There is little narrative to this piece, excepting the opening of the show, which depicts a female athlete on a track running remarkably quickly around the big top to the accompaniment of what appears to be the actual commentary of the 1992 Olympic final.  Of course, she’s not completing her circuit as quickly as it appears.  It is sleight of hand on a grand scale: there are actually three “Tulus”, who all come into their own later in the piece. The audience is then taken to Africa, where the real Tulu tended cattle as she was growing up and reputedly ran at night-time – dodging the hyenas!  This part of the show contains some truly incredible contortions – and the first of many audible gasps from the audience.

And there the storyline pretty much ends.  Because this show is about the essence of the person; it is not a biography, it is a true demonstration of determination, courage, nerve, discipline, skill and self-belief.  It is also not a circus filled with sequins and sparkles and clowns.  It is something much less predictable and much more special.  Once the scene has been set the show becomes a vibrant celebration of achievement against all the odds.  It is a joy to watch.

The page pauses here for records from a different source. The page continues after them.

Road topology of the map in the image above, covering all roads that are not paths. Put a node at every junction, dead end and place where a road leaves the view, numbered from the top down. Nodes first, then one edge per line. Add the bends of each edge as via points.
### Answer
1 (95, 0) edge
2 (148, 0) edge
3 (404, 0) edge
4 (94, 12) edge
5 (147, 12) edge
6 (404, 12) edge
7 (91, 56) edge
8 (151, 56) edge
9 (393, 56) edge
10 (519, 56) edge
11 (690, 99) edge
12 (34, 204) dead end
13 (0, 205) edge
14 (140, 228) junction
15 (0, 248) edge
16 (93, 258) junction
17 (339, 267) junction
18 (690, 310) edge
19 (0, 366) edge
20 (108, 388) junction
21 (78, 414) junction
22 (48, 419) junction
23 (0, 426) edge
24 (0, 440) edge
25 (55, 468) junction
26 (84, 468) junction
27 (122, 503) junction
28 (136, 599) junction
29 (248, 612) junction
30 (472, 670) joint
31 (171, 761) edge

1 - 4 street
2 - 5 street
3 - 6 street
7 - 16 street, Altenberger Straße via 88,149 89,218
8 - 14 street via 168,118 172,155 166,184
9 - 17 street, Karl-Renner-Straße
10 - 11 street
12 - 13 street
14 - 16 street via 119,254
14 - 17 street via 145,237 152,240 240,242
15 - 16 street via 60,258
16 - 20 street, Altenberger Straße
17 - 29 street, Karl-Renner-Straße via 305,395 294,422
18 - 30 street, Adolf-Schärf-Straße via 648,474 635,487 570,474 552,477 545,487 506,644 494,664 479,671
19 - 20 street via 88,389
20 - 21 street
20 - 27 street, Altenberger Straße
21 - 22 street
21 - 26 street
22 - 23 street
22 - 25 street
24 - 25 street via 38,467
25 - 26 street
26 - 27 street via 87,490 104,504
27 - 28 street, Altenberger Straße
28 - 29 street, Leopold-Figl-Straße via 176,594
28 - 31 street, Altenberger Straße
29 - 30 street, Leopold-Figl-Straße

This is obviously a very tight knit company who love what they do.  The sheer joy on the faces of the performers was infectious and this young team of acrobats, jugglers and contortionists had the audience in the palms of their heavily rosined hands.  There was dancing, hand balancing, skating, and some truly jaw-dropping acrobatics that were real “stomach in the mouth” frightening. The jugglers and acrobats all literally “play with fire” during the performance and one of the most impressive things about the piece is the genuine affection for each other that comes across.  This company is a unit.  They look out for each other during the most dangerous feats of derring-do, and they dance and summersault between acts, sharing their enthusiasm with the audience.

The skill on display here is awesome, but what is best about this superb show is that all of the danger and jeopardy is wrapped up in what is basically a children’s playground – swings, roundabouts and oversized gym mats are all there, just bigger, brighter, faster and much more dangerous than in the local park.  Even the male acrobats’ costumes make them appear to be a Sunday League football team!  What this clever device does is ensure that the show appeals to all ages without exception.  The soundtrack is powerful and fun at the same time, the cast’s enthusiasm is infectious, and I defy anyone seeing this show not to unleash their inner child.

Tulu is a wonderful hour’s entertainment.  One of the best things this year’s Fringe has to offer.  I hope that Derartu Tulu has seen it; I hope she is proud to have her name associated with such a fine piece of work.